How are strings stored? Strings are stored using the `object` data type. It's important to note that while all string columns are stored as `object`s, not all `object` columns are strings. For example, we may have a column of *mixed* values, say strings and numbers. That type of column will be cast as an `object` type, essentially converting the numbers in column to text.

This is one additional type of datatype we haven't encountered before, and that's the `datetime64` type. `datetime` objects are built-in Python storage objects that allow for easy creation, manipulation, and storage of dates. Pandas' `datetime64` data type is a vectorized form of of the `datetime` object type which allocates 8 bytes to each `datetime` value in the column. Unfortunately we won't talk much about the `datetime` column type today.

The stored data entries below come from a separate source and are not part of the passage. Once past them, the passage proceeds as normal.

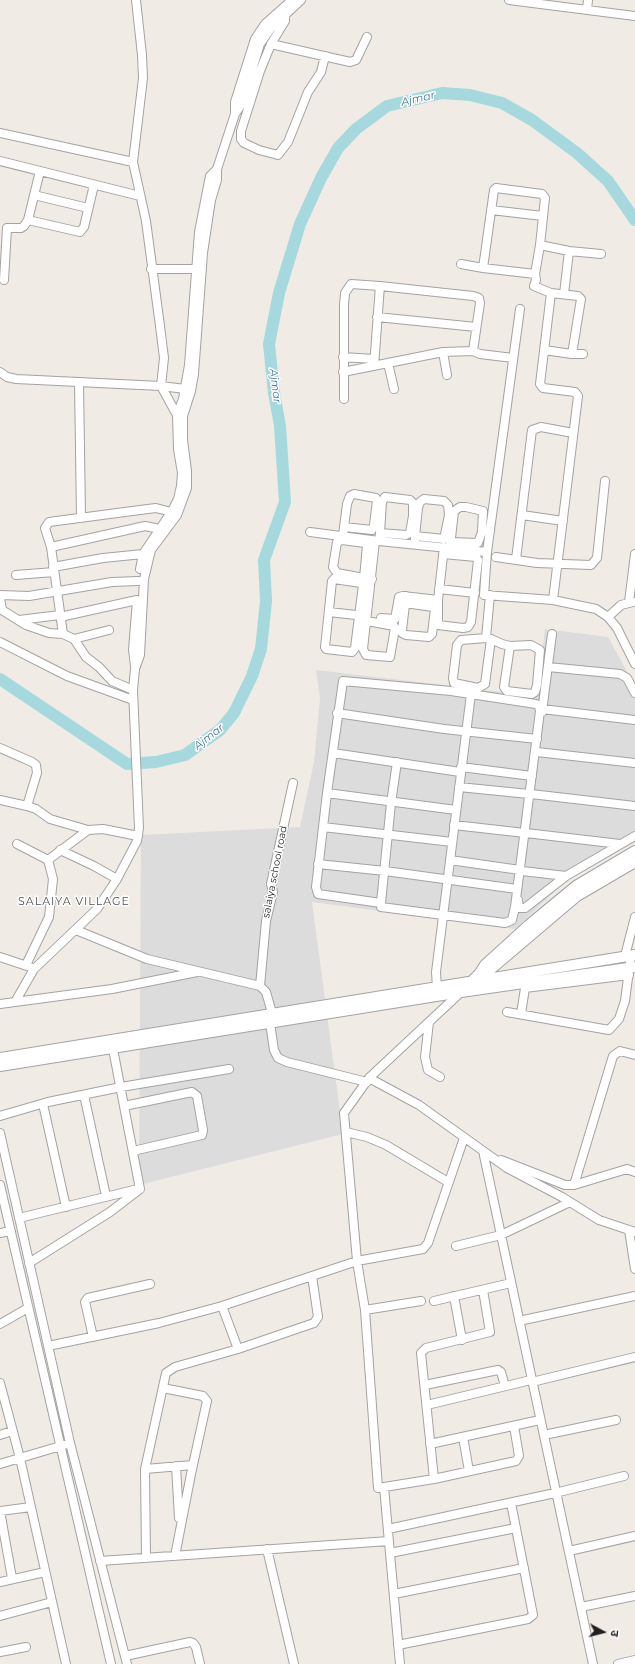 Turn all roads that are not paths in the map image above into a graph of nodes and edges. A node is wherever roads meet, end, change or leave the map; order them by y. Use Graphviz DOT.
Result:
graph roads {
  1 [pos="136,0"];
  2 [pos="292,0"];
  3 [pos="302,0"];
  4 [pos="509,0"];
  5 [pos="588,0"];
  6 [pos="534,2"];
  7 [pos="587,10"];
  8 [pos="283,12"];
  9 [pos="635,16"];
  10 [pos="367,37"];
  11 [pos="271,44"];
  12 [pos="325,56"];
  13 [pos="0,132"];
  14 [pos="0,162"];
  15 [pos="133,162"];
  16 [pos="40,172"];
  17 [pos="94,185"];
  18 [pos="34,195"];
  19 [pos="140,196"];
  20 [pos="88,208"];
  21 [pos="491,210"];
  22 [pos="543,216"];
  23 [pos="28,220"];
  24 [pos="540,246"];
  25 [pos="569,251"];
  26 [pos="200,253"];
  27 [pos="601,254"];
  28 [pos="461,264"];
  29 [pos="484,268"];
  30 [pos="151,269"];
  31 [pos="195,269"];
  32 [pos="535,274"];
  33 [pos="4,280"];
  34 [pos="380,286"];
  35 [pos="551,293"];
  36 [pos="564,294"];
  37 [pos="520,309"];
  38 [pos="377,317"];
  39 [pos="476,327"];
  40 [pos="544,350"];
  41 [pos="443,352"];
  42 [pos="472,352"];
  43 [pos="572,354"];
  44 [pos="583,354"];
  45 [pos="344,357"];
  46 [pos="513,358"];
  47 [pos="374,362"];
  48 [pos="388,363"];
  49 [pos="0,372"];
  50 [pos="344,372"];
  51 [pos="447,375"];
  52 [pos="79,382"];
  53 [pos="161,386"];
  54 [pos="184,389"];
  55 [pos="394,389"];
  56 [pos="344,399"];
  57 [pos="180,415"];
  58 [pos="573,433"];
  59 [pos="605,481"];
  60 [pos="175,513"];
  61 [pos="522,515"];
  62 [pos="82,518"];
  63 [pos="563,521"];
  64 [pos="344,528"];
  65 [pos="160,529"];
  66 [pos="310,532"];
  67 [pos="343,536"];
  68 [pos="378,538"];
  69 [pos="415,540"];
  70 [pos="51,547"];
  71 [pos="447,548"];
  72 [pos="487,552"];
  73 [pos="143,554"];
  74 [pos="635,554"];
  75 [pos="496,557"];
  76 [pos="516,559"];
  77 [pos="558,564"];
  78 [pos="54,570"];
  79 [pos="16,575"];
  80 [pos="368,579"];
  81 [pos="138,581"];
  82 [pos="439,589"];
  83 [pos="57,593"];
  84 [pos="475,593"];
  85 [pos="490,595"];
  86 [pos="0,597"];
  87 [pos="137,600"];
  88 [pos="405,600"];
  89 [pos="438,600"];
  90 [pos="553,600"];
  91 [pos="632,602"];
  92 [pos="329,612"];
  93 [pos="60,616"];
  94 [pos="608,617"];
  95 [pos="365,618"];
  96 [pos="19,620"];
  97 [pos="109,630"];
  98 [pos="63,634"];
  99 [pos="552,634"];
  100 [pos="489,638"];
  101 [pos="74,639"];
  102 [pos="0,642"];
  103 [pos="510,646"];
  104 [pos="635,664"];
  105 [pos="548,667"];
  106 [pos="136,669"];
  107 [pos="133,690"];
  108 [pos="635,693"];
  109 [pos="470,694"];
  110 [pos="134,700"];
  111 [pos="542,709"];
  112 [pos="337,713"];
  113 [pos="635,720"];
  114 [pos="466,732"];
  115 [pos="537,739"];
  116 [pos="0,748"];
  117 [pos="537,752"];
  118 [pos="332,753"];
  119 [pos="397,762"];
  120 [pos="635,763"];
  121 [pos="461,770"];
  122 [pos="532,776"];
  123 [pos="293,783"];
  124 [pos="459,787"];
  125 [pos="326,793"];
  126 [pos="530,794"];
  127 [pos="0,800"];
  128 [pos="391,803"];
  129 [pos="27,806"];
  130 [pos="635,806"];
  131 [pos="456,810"];
  132 [pos="454,825"];
  133 [pos="323,827"];
  134 [pos="88,830"];
  135 [pos="138,832"];
  136 [pos="388,833"];
  137 [pos="525,833"];
  138 [pos="635,836"];
  139 [pos="452,842"];
  140 [pos="18,844"];
  141 [pos="620,844"];
  142 [pos="60,850"];
  143 [pos="635,851"];
  144 [pos="48,860"];
  145 [pos="450,860"];
  146 [pos="635,862"];
  147 [pos="318,864"];
  148 [pos="521,870"];
  149 [pos="384,871"];
  150 [pos="566,876"];
  151 [pos="117,879"];
  152 [pos="447,880"];
  153 [pos="517,889"];
  154 [pos="381,903"];
  155 [pos="444,915"];
  156 [pos="635,916"];
  157 [pos="76,930"];
  158 [pos="630,955"];
  159 [pos="0,957"];
  160 [pos="26,965"];
  161 [pos="34,969"];
  162 [pos="631,970"];
  163 [pos="200,972"];
  164 [pos="479,974"];
  165 [pos="471,982"];
  166 [pos="260,986"];
  167 [pos="437,988"];
  168 [pos="461,992"];
  169 [pos="15,1002"];
  170 [pos="0,1004"];
  171 [pos="507,1012"];
  172 [pos="272,1013"];
  173 [pos="521,1014"];
  174 [pos="258,1020"];
  175 [pos="429,1022"];
  176 [pos="270,1023"];
  177 [pos="113,1049"];
  178 [pos="635,1055"];
  179 [pos="0,1058"];
  180 [pos="0,1066"];
  181 [pos="229,1069"];
  182 [pos="440,1077"];
  183 [pos="368,1080"];
  184 [pos="121,1087"];
  185 [pos="84,1095"];
  186 [pos="43,1104"];
  187 [pos="124,1106"];
  188 [pos="0,1116"];
  189 [pos="346,1132"];
  190 [pos="0,1133"];
  191 [pos="464,1138"];
  192 [pos="133,1151"];
  193 [pos="483,1151"];
  194 [pos="500,1160"];
  195 [pos="635,1172"];
  196 [pos="448,1182"];
  197 [pos="0,1184"];
  198 [pos="574,1185"];
  199 [pos="140,1189"];
  200 [pos="106,1196"];
  201 [pos="570,1202"];
  202 [pos="66,1207"];
  203 [pos="19,1218"];
  204 [pos="11,1231"];
  205 [pos="632,1231"];
  206 [pos="0,1233"];
  207 [pos="501,1235"];
  208 [pos="456,1246"];
  209 [pos="357,1261"];
  210 [pos="29,1262"];
  211 [pos="635,1269"];
  212 [pos="312,1276"];
  213 [pos="511,1283"];
  214 [pos="150,1284"];
  215 [pos="483,1290"];
  216 [pos="454,1296"];
  217 [pos="635,1296"];
  218 [pos="434,1301"];
  219 [pos="421,1302"];
  220 [pos="222,1306"];
  221 [pos="28,1308"];
  222 [pos="365,1310"];
  223 [pos="519,1321"];
  224 [pos="0,1324"];
  225 [pos="93,1337"];
  226 [pos="462,1340"];
  227 [pos="48,1346"];
  228 [pos="238,1349"];
  229 [pos="635,1357"];
  230 [pos="532,1381"];
  231 [pos="0,1383"];
  232 [pos="425,1385"];
  233 [pos="505,1386"];
  234 [pos="163,1388"];
  235 [pos="427,1405"];
  236 [pos="540,1420"];
  237 [pos="616,1420"];
  238 [pos="514,1426"];
  239 [pos="12,1431"];
  240 [pos="0,1435"];
  241 [pos="544,1436"];
  242 [pos="463,1437"];
  243 [pos="70,1443"];
  244 [pos="430,1444"];
  245 [pos="60,1446"];
  246 [pos="20,1458"];
  247 [pos="0,1464"];
  248 [pos="193,1465"];
  249 [pos="176,1466"];
  250 [pos="145,1469"];
  251 [pos="469,1471"];
  252 [pos="624,1476"];
  253 [pos="434,1479"];
  254 [pos="384,1487"];
  255 [pos="556,1493"];
  256 [pos="511,1503"];
  257 [pos="31,1507"];
  258 [pos="0,1511"];
  259 [pos="180,1528"];
  260 [pos="516,1528"];
  261 [pos="388,1529"];
  262 [pos="635,1536"];
  263 [pos="2,1538"];
  264 [pos="389,1541"];
  265 [pos="268,1549"];
  266 [pos="569,1551"];
  267 [pos="390,1553"];
  268 [pos="175,1556"];
  269 [pos="146,1558"];
  270 [pos="100,1560"];
  271 [pos="524,1568"];
  272 [pos="45,1572"];
  273 [pos="12,1578"];
  274 [pos="0,1582"];
  275 [pos="394,1594"];
  276 [pos="635,1596"];
  277 [pos="52,1602"];
  278 [pos="581,1607"];
  279 [pos="0,1616"];
  280 [pos="398,1646"];
  281 [pos="26,1647"];
  282 [pos="0,1652"];
  283 [pos="126,1660"];
  284 [pos="635,1660"];
  285 [pos="66,1664"];
  286 [pos="111,1664"];
  287 [pos="200,1664"];
  288 [pos="294,1664"];
  289 [pos="400,1664"];
  290 [pos="593,1664"];
  291 [pos="618,1664"];
  1 -- 15 [label="street"];
  2 -- 8 [label="street"];
  3 -- 8 [label="street"];
  4 -- 6 [label="street"];
  5 -- 7 [label="street"];
  6 -- 7 [label="street"];
  7 -- 9 [label="street"];
  8 -- 11 [label="street"];
  8 -- 26 [label="street"];
  10 -- 12 [label="street"];
  11 -- 12 [label="street"];
  11 -- 12 [label="street"];
  13 -- 15 [label="street"];
  14 -- 16 [label="street"];
  15 -- 19 [label="street"];
  16 -- 17 [label="street"];
  16 -- 18 [label="street"];
  17 -- 19 [label="street"];
  17 -- 20 [label="street"];
  18 -- 20 [label="street"];
  18 -- 23 [label="street"];
  19 -- 30 [label="street"];
  20 -- 23 [label="street"];
  21 -- 22 [label="street"];
  21 -- 22 [label="street"];
  21 -- 29 [label="street"];
  22 -- 24 [label="street"];
  23 -- 33 [label="street"];
  24 -- 25 [label="street"];
  24 -- 32 [label="street"];
  25 -- 27 [label="street"];
  25 -- 36 [label="street"];
  26 -- 31 [label="street"];
  26 -- 57 [label="street"];
  28 -- 29 [label="street"];
  29 -- 32 [label="street"];
  30 -- 31 [label="street"];
  30 -- 53 [label="street"];
  31 -- 54 [label="street"];
  32 -- 35 [label="street"];
  34 -- 38 [label="street"];
  34 -- 39 [label="street"];
  34 -- 45 [label="street"];
  35 -- 36 [label="street"];
  35 -- 40 [label="street"];
  36 -- 43 [label="street"];
  37 -- 46 [label="street"];
  38 -- 39 [label="street"];
  38 -- 47 [label="street"];
  39 -- 42 [label="street"];
  40 -- 43 [label="street"];
  40 -- 58 [label="street"];
  41 -- 42 [label="street"];
  41 -- 48 [label="street"];
  41 -- 51 [label="street"];
  42 -- 46 [label="street"];
  43 -- 44 [label="street"];
  45 -- 47 [label="street"];
  45 -- 50 [label="street"];
  46 -- 72 [label="street"];
  47 -- 48 [label="street"];
  47 -- 50 [label="street"];
  48 -- 55 [label="street"];
  49 -- 52 [label="street"];
  50 -- 56 [label="street"];
  52 -- 53 [label="street"];
  52 -- 62 [label="street"];
  53 -- 54 [label="street"];
  53 -- 57 [label="street"];
  54 -- 57 [label="street"];
  57 -- 60 [label="street"];
  58 -- 61 [label="street"];
  58 -- 63 [label="street"];
  59 -- 77 [label="street"];
  60 -- 62 [label="street"];
  60 -- 65 [label="street"];
  60 -- 106 [label="street"];
  61 -- 63 [label="street"];
  61 -- 76 [label="street"];
  62 -- 70 [label="street"];
  63 -- 77 [label="street"];
  64 -- 64 [label="street"];
  64 -- 67 [label="street"];
  65 -- 70 [label="street"];
  65 -- 73 [label="street"];
  66 -- 67 [label="street"];
  67 -- 68 [label="street"];
  68 -- 68 [label="street"];
  68 -- 69 [label="street"];
  68 -- 80 [label="street"];
  69 -- 69 [label="street"];
  69 -- 71 [label="street"];
  70 -- 78 [label="street"];
  71 -- 71 [label="street"];
  71 -- 72 [label="street"];
  71 -- 82 [label="street"];
  71 -- 84 [label="street"];
  72 -- 85 [label="street"];
  73 -- 78 [label="street"];
  73 -- 81 [label="street"];
  74 -- 91 [label="street"];
  75 -- 76 [label="street"];
  76 -- 77 [label="street"];
  77 -- 90 [label="street"];
  78 -- 79 [label="street"];
  78 -- 83 [label="street"];
  80 -- 80 [label="street"];
  80 -- 95 [label="street"];
  81 -- 83 [label="street"];
  81 -- 87 [label="street"];
  82 -- 84 [label="street"];
  82 -- 89 [label="street"];
  83 -- 86 [label="street"];
  83 -- 93 [label="street"];
  84 -- 89 [label="street"];
  85 -- 90 [label="street"];
  85 -- 100 [label="street"];
  86 -- 96 [label="street"];
  87 -- 93 [label="street"];
  87 -- 106 [label="street"];
  88 -- 88 [label="street"];
  88 -- 89 [label="street"];
  88 -- 95 [label="street"];
  90 -- 94 [label="street"];
  91 -- 94 [label="street"];
  92 -- 95 [label="street"];
  92 -- 95 [label="street"];
  92 -- 95 [label="street"];
  93 -- 96 [label="street"];
  93 -- 98 [label="street"];
  94 -- 104 [label="street"];
  95 -- 95 [label="street"];
  96 -- 98 [label="street"];
  97 -- 101 [label="street"];
  98 -- 101 [label="street"];
  99 -- 105 [label="street"];
  100 -- 100 [label="street"];
  100 -- 103 [label="street"];
  101 -- 107 [label="street"];
  102 -- 110 [label="street"];
  103 -- 103 [label="street"];
  105 -- 108 [label="street"];
  105 -- 111 [label="street"];
  106 -- 107 [label="street"];
  107 -- 110 [label="street"];
  109 -- 112 [label="street"];
  109 -- 114 [label="street"];
  109 -- 115 [label="street"];
  110 -- 135 [label="street"];
  111 -- 113 [label="street"];
  111 -- 117 [label="street"];
  112 -- 114 [label="street"];
  112 -- 118 [label="street"];
  114 -- 115 [label="street"];
  114 -- 121 [label="street"];
  115 -- 122 [label="street"];
  116 -- 129 [label="street"];
  117 -- 120 [label="street"];
  117 -- 126 [label="street"];
  118 -- 119 [label="street"];
  118 -- 125 [label="street"];
  119 -- 121 [label="street"];
  119 -- 128 [label="street"];
  121 -- 122 [label="street"];
  121 -- 124 [label="street"];
  122 -- 126 [label="street"];
  123 -- 166 [label="street, salaiya school road"];
  124 -- 126 [label="street"];
  124 -- 131 [label="street"];
  125 -- 128 [label="street"];
  125 -- 133 [label="street"];
  126 -- 130 [label="street"];
  126 -- 137 [label="street"];
  127 -- 129 [label="street"];
  128 -- 131 [label="street"];
  128 -- 136 [label="street"];
  129 -- 134 [label="street"];
  131 -- 132 [label="street"];
  132 -- 137 [label="street"];
  132 -- 139 [label="street"];
  133 -- 136 [label="street"];
  133 -- 147 [label="street"];
  134 -- 135 [label="street"];
  134 -- 142 [label="street"];
  135 -- 151 [label="street"];
  136 -- 139 [label="street"];
  136 -- 149 [label="street"];
  137 -- 141 [label="street"];
  137 -- 148 [label="street"];
  138 -- 141 [label="street"];
  139 -- 145 [label="street"];
  140 -- 144 [label="street"];
  141 -- 150 [label="street"];
  142 -- 144 [label="street"];
  142 -- 151 [label="street"];
  143 -- 164 [label="street"];
  144 -- 160 [label="street"];
  145 -- 148 [label="street"];
  145 -- 152 [label="street"];
  146 -- 164 [label="street"];
  147 -- 149 [label="street"];
  147 -- 154 [label="street"];
  148 -- 150 [label="street"];
  148 -- 150 [label="street"];
  148 -- 153 [label="street"];
  149 -- 152 [label="street"];
  149 -- 154 [label="street"];
  151 -- 157 [label="street"];
  152 -- 153 [label="street"];
  152 -- 155 [label="street"];
  153 -- 155 [label="street"];
  154 -- 155 [label="street"];
  155 -- 167 [label="street"];
  156 -- 158 [label="street"];
  157 -- 161 [label="street"];
  157 -- 163 [label="street"];
  158 -- 162 [label="street"];
  158 -- 165 [label="street"];
  159 -- 160 [label="street"];
  160 -- 161 [label="street"];
  161 -- 169 [label="street"];
  162 -- 168 [label="street"];
  162 -- 173 [label="street"];
  162 -- 173 [label="street"];
  163 -- 166 [label="street"];
  163 -- 169 [label="street"];
  164 -- 165 [label="street"];
  165 -- 167 [label="street"];
  165 -- 168 [label="street"];
  166 -- 172 [label="street"];
  167 -- 172 [label="street"];
  168 -- 175 [label="street"];
  168 -- 176 [label="street"];
  169 -- 170 [label="street"];
  171 -- 173 [label="street"];
  172 -- 174 [label="street"];
  174 -- 176 [label="street"];
  174 -- 177 [label="street"];
  174 -- 179 [label="street"];
  175 -- 182 [label="street"];
  175 -- 183 [label="street"];
  176 -- 183 [label="street"];
  177 -- 180 [label="street"];
  177 -- 184 [label="street"];
  178 -- 198 [label="street"];
  181 -- 184 [label="street"];
  183 -- 189 [label="street"];
  183 -- 191 [label="street"];
  184 -- 185 [label="street"];
  184 -- 187 [label="street"];
  185 -- 186 [label="street"];
  185 -- 200 [label="street"];
  186 -- 188 [label="street"];
  186 -- 202 [label="street"];
  187 -- 192 [label="street"];
  187 -- 192 [label="street"];
  189 -- 196 [label="street"];
  189 -- 209 [label="street"];
  190 -- 203 [label="street"];
  191 -- 193 [label="street"];
  191 -- 196 [label="street"];
  192 -- 199 [label="street"];
  193 -- 201 [label="street"];
  193 -- 207 [label="street"];
  194 -- 198 [label="street"];
  195 -- 198 [label="street"];
  196 -- 209 [label="street"];
  197 -- 204 [label="street"];
  199 -- 200 [label="street"];
  199 -- 210 [label="street"];
  200 -- 202 [label="street"];
  201 -- 205 [label="street"];
  201 -- 207 [label="street"];
  202 -- 203 [label="street"];
  203 -- 210 [label="street"];
  204 -- 206 [label="street"];
  204 -- 221 [label="street"];
  205 -- 211 [label="street"];
  207 -- 208 [label="street"];
  207 -- 213 [label="street"];
  209 -- 212 [label="street"];
  209 -- 222 [label="street"];
  210 -- 227 [label="street"];
  212 -- 220 [label="street"];
  212 -- 228 [label="street"];
  213 -- 215 [label="street"];
  213 -- 223 [label="street"];
  214 -- 225 [label="street"];
  215 -- 216 [label="street"];
  215 -- 226 [label="street"];
  216 -- 218 [label="street"];
  216 -- 226 [label="street"];
  217 -- 223 [label="street"];
  219 -- 222 [label="street"];
  220 -- 225 [label="street"];
  220 -- 228 [label="street"];
  221 -- 224 [label="street"];
  221 -- 245 [label="street"];
  222 -- 254 [label="street"];
  223 -- 230 [label="street"];
  225 -- 227 [label="street"];
  226 -- 232 [label="street"];
  227 -- 243 [label="street"];
  228 -- 234 [label="street"];
  229 -- 230 [label="street"];
  230 -- 233 [label="street"];
  230 -- 236 [label="street"];
  231 -- 239 [label="street"];
  232 -- 233 [label="street"];
  232 -- 235 [label="street"];
  233 -- 235 [label="street"];
  234 -- 248 [label="street"];
  234 -- 250 [label="street"];
  235 -- 244 [label="street"];
  236 -- 238 [label="street"];
  236 -- 241 [label="street"];
  237 -- 241 [label="street"];
  238 -- 242 [label="street"];
  238 -- 251 [label="street"];
  239 -- 240 [label="street"];
  239 -- 246 [label="street"];
  241 -- 255 [label="street"];
  242 -- 244 [label="street"];
  242 -- 251 [label="street"];
  243 -- 245 [label="street"];
  243 -- 270 [label="street"];
  244 -- 253 [label="street"];
  245 -- 246 [label="street"];
  245 -- 286 [label="street"];
  246 -- 247 [label="street"];
  246 -- 257 [label="street"];
  248 -- 249 [label="street"];
  248 -- 259 [label="street"];
  249 -- 250 [label="street"];
  249 -- 259 [label="street"];
  250 -- 269 [label="street"];
  251 -- 253 [label="street"];
  252 -- 255 [label="street"];
  253 -- 254 [label="street"];
  254 -- 261 [label="street"];
  255 -- 256 [label="street"];
  255 -- 266 [label="street"];
  256 -- 260 [label="street"];
  256 -- 261 [label="street"];
  257 -- 258 [label="street"];
  257 -- 272 [label="street"];
  258 -- 263 [label="street"];
  259 -- 268 [label="street"];
  260 -- 267 [label="street"];
  260 -- 271 [label="street"];
  261 -- 264 [label="street"];
  262 -- 266 [label="street"];
  263 -- 273 [label="street"];
  264 -- 265 [label="street"];
  264 -- 267 [label="street"];
  265 -- 268 [label="street"];
  265 -- 288 [label="street"];
  266 -- 278 [label="street"];
  267 -- 275 [label="street"];
  268 -- 269 [label="street"];
  269 -- 270 [label="street"];
  270 -- 283 [label="street"];
  271 -- 275 [label="street"];
  271 -- 280 [label="street"];
  272 -- 273 [label="street"];
  272 -- 277 [label="street"];
  273 -- 274 [label="street"];
  275 -- 280 [label="street"];
  276 -- 278 [label="street"];
  277 -- 279 [label="street"];
  277 -- 285 [label="street"];
  278 -- 290 [label="street"];
  280 -- 289 [label="street"];
  281 -- 282 [label="street"];
  283 -- 287 [label="street"];
  284 -- 291 [label="street"];
}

Finally, `NaN` is not a data type *per se*, however it stands for "Not a Number" and is how Pandas represents [missing data](https://pandas.pydata.org/pandas-docs/stable/user_guide/missing_data.html). Note that while `NaN` stands for "Not a Number", it is used in string/object data types, for example the "Notes" column in `sales_df` seen above.

So, how do we see what data types specific columns are in our data? We can do that by referencing the [`.dtypes`](https://pandas.pydata.org/pandas-docs/stable/reference/api/pandas.DataFrame.dtypes.html) attribute of a DataFrame.

In [240]:
sales_df.dtypes

Troop Number     int64
Box             object
Sold            object
Notes           object
dtype: object

This DataFrame attribute simply returns as text the data type of each column in the associated DataFrame.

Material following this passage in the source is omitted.